Si è giunti nel corso degli anni ad una “istituzionalizzazione” del ruolo dei sindacati dei lavoratori e dei datori di lavoro quali “interlocutori negoziali” e quindi in sostanza veri e propri “soggetti” dei procedimenti prelegislativi ed anche legislativi per l’adozione di misure tali da rivestire un particolare interesse per le predette categorie sociali.

Dalle prime consultazioni delle forze sociali, per lo più in sede governativa, si è successivamente passati alla istituzionalizzazione di fatto di “incontri” e “conferenze triangolari” tra Governo, imprenditori e sindacati in vista dell’adozione di misure legislative di carattere economico – sociale.

Le grandi forze sindacali hanno sempre respinto qualunque ingerenza da parte del potere politico sul tema “lavoro”.

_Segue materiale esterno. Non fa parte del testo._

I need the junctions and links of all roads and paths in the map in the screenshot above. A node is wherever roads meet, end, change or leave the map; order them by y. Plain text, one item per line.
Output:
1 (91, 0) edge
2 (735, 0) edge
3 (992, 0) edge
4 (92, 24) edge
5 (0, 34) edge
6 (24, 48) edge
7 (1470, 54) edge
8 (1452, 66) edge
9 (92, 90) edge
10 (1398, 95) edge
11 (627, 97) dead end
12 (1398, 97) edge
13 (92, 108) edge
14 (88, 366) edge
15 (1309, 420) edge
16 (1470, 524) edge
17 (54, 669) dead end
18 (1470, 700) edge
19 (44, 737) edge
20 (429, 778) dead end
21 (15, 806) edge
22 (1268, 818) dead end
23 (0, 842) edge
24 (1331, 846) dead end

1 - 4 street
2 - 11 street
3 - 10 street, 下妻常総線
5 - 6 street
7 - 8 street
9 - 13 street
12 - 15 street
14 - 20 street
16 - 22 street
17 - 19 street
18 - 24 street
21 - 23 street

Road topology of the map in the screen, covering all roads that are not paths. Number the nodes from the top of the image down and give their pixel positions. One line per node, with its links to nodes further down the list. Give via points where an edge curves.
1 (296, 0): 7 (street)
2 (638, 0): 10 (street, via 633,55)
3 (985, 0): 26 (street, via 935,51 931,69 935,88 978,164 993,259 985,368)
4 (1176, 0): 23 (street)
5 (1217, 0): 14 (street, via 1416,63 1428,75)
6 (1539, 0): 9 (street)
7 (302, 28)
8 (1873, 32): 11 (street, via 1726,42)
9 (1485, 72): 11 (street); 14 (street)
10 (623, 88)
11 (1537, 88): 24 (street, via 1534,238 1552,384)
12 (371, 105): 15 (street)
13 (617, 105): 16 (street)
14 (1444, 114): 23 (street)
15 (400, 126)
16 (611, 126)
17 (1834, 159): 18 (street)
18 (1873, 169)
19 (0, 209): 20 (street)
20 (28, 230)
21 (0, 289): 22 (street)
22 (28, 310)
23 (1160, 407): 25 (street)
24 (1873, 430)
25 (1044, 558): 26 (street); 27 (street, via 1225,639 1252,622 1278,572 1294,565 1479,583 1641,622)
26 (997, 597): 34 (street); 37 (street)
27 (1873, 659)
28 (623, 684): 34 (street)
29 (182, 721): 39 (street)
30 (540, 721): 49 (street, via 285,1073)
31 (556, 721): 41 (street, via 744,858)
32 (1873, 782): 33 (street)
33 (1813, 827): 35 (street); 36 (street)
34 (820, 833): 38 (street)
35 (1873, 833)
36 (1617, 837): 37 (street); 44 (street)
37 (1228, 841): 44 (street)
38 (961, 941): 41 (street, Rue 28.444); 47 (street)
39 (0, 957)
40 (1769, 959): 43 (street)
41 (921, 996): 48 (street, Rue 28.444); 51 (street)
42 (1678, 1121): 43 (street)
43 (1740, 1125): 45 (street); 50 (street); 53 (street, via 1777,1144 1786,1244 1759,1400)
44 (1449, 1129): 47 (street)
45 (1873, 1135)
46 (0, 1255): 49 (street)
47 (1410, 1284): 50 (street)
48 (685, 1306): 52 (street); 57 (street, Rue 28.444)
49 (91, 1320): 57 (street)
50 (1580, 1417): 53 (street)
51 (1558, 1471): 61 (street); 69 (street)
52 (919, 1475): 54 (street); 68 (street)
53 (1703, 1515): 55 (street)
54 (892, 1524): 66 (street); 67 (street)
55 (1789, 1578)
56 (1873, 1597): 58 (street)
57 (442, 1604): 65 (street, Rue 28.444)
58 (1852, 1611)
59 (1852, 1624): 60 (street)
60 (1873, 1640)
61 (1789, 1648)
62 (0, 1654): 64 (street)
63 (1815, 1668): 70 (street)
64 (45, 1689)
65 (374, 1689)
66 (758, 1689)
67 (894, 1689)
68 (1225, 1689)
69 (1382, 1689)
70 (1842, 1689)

Fonte esclusiva di regolamentazione del rapporto di lavoro, dovrebbe essere il contratto in quanto frutto della concertazione tra la  rappresentanza dei lavoratori e la rappresentanza degli imprenditori.

Ma la realtà è assai meno suggestiva. Questo paritetico rapporto negoziale spesso degenera in un estenuante braccio di ferro capace di paralizzare il sistema.

Nel solco della miglior tradizione neocorporativista il sindacato, ormai, è coinvolto direttamente nel processo decisionale.

Per inserirsi nella gestione del potere politico utilizza gli strumenti della lotta sindacale; e principalmente si avvale del diritto di sciopero. Attraverso questo strumento riesce ad influenzare e condizionare le scelte degli organi costituzionali, traendo dalla lotta di classe legittimazione per determinare le scelte del paese.

Nulla da obiettare circa le istanze meritorie avanzate, espresse a tutela delle guarentigie dei lavoratori ma è inutile nascondere il fatto che il sindacato entra ormai direttamente nel sistema come soggetto di azione politica.

Al coinvolgimento diretto di questa “parte negoziale” nel processo decisionale non segue, però, la condivisione della responsabilità politica. Questa l’anomalia del sistema.

Ancora una volta emerge la discrasia del sistema politico. Lobbies leggere e lobbies pesanti.

Anche con riferimento ai sindacati si pone il problema di una sede istituzionale deputata alla sintesi e al confronto delle istanze che provengono dalla società civile.

L’attività dei gruppi di interesse, in un regime democratico, può rappresentare un fattore di equilibrio nelle dinamiche delle società moderne ma perché ciò avvenga è necessario garantire un acceso egualitario a tutti gli interlocutori.